A side dish of beef, honey, and soy sauce that’s cooked down with garlic and shishito peppers until rich and tender


Ingredients

Scale
  • 1 lb (about 450 grams) eye of round beef, cut into two-inch chunks
  • 2 1/2 cups (20 ounces) water plus more
  • 1/4 to 1/2 cup (2 to 4 ounces) soy sauce
  • 1 tablespoon honey
  • 12 whole garlic cloves, peeled
  • 1 fistful kkwarigochu peppers*
  • 1 fistful cubed daikon radish

Instructions

  1. Soak beef in cold water for 30 minutes to an hour.
  2. Drain and rinse beef, then put into a sturdy pot with 2 1/2 cups water.
  3. Boil uncovered at medium heat for 50 minutes. Add more water when you need it.
  4. Check the tenderness of the beef. You should be able to pierce the thickest piece easily with a fork. If not, keep boiling and covering with water until you can. It could take over an hour.
  5. Strain the beef and save the stock.
  6. Add cooked beef, strained stock and enough water to make 2 total cups of liquid back to the pot.
  7. Add 1/4 cup soy sauce, honey, garlic cloves, shishito peppers, and radish to the pot.
  8. Boil for another 10-15 minutes.
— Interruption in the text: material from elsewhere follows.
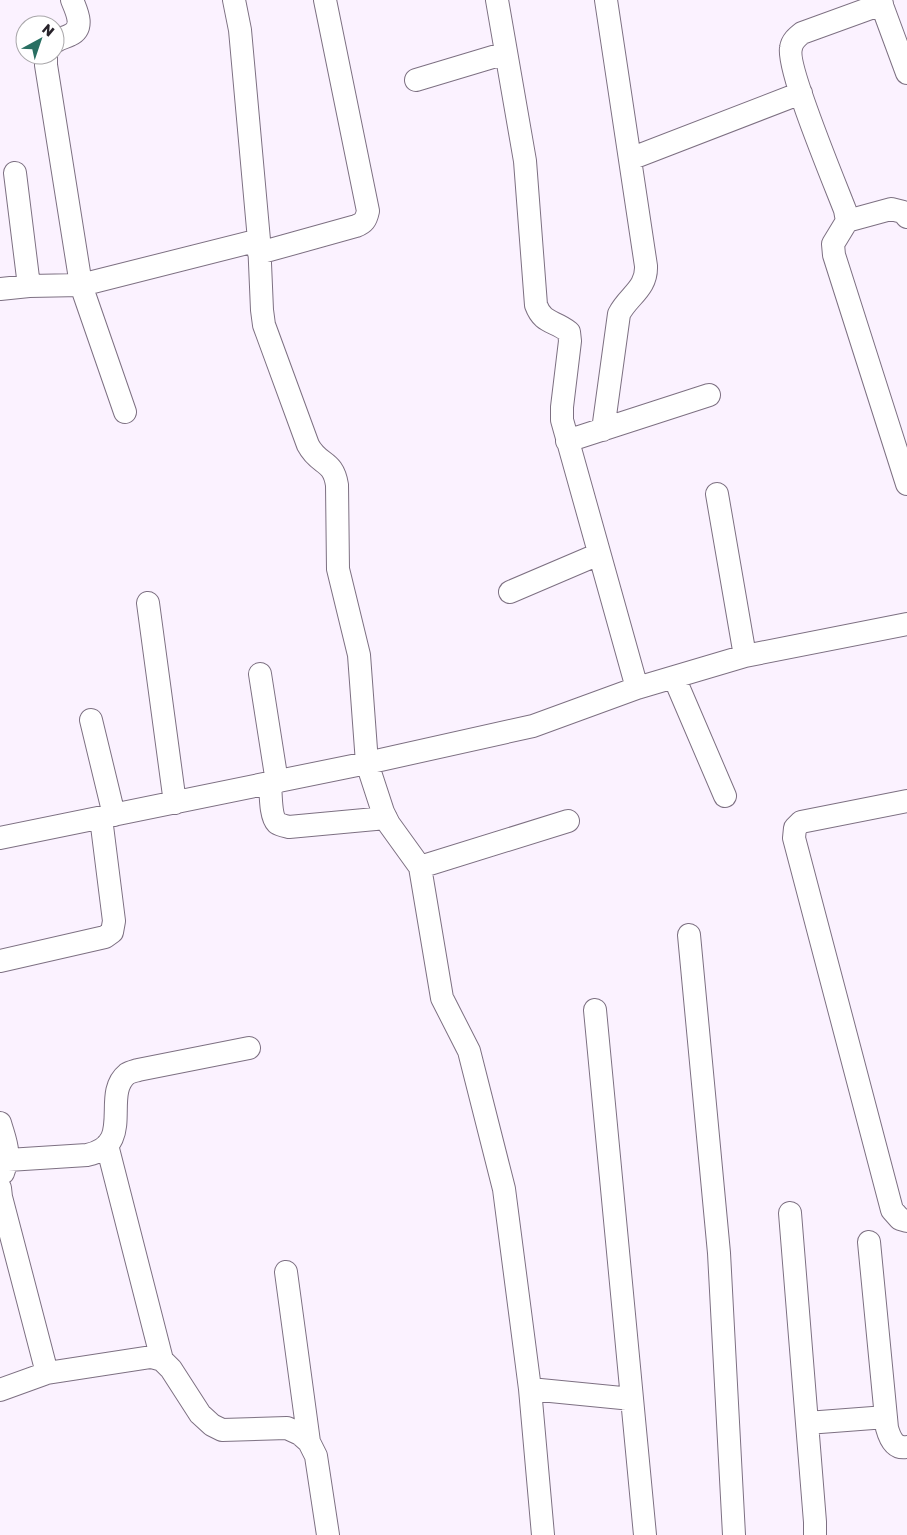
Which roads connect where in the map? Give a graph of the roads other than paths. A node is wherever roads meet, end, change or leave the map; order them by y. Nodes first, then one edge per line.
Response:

Taste. It should be salty, but not overly so. Add more soy sauce if needed and continue boiling for 5-10 minutes.
  9. Take beef from the pot, let cool, and shred with hands or forks. Then add back to the pot.
  10. Serve tepid or cold.

Notes

*Kkwarigochu peppers are also known by their Japanese name of shishito, and can be found in Asian marts. Thin and wrinkly, they add a lovely smokey depth. I would omit them–plenty of jangjorim recipes do–before substituting a different pepper.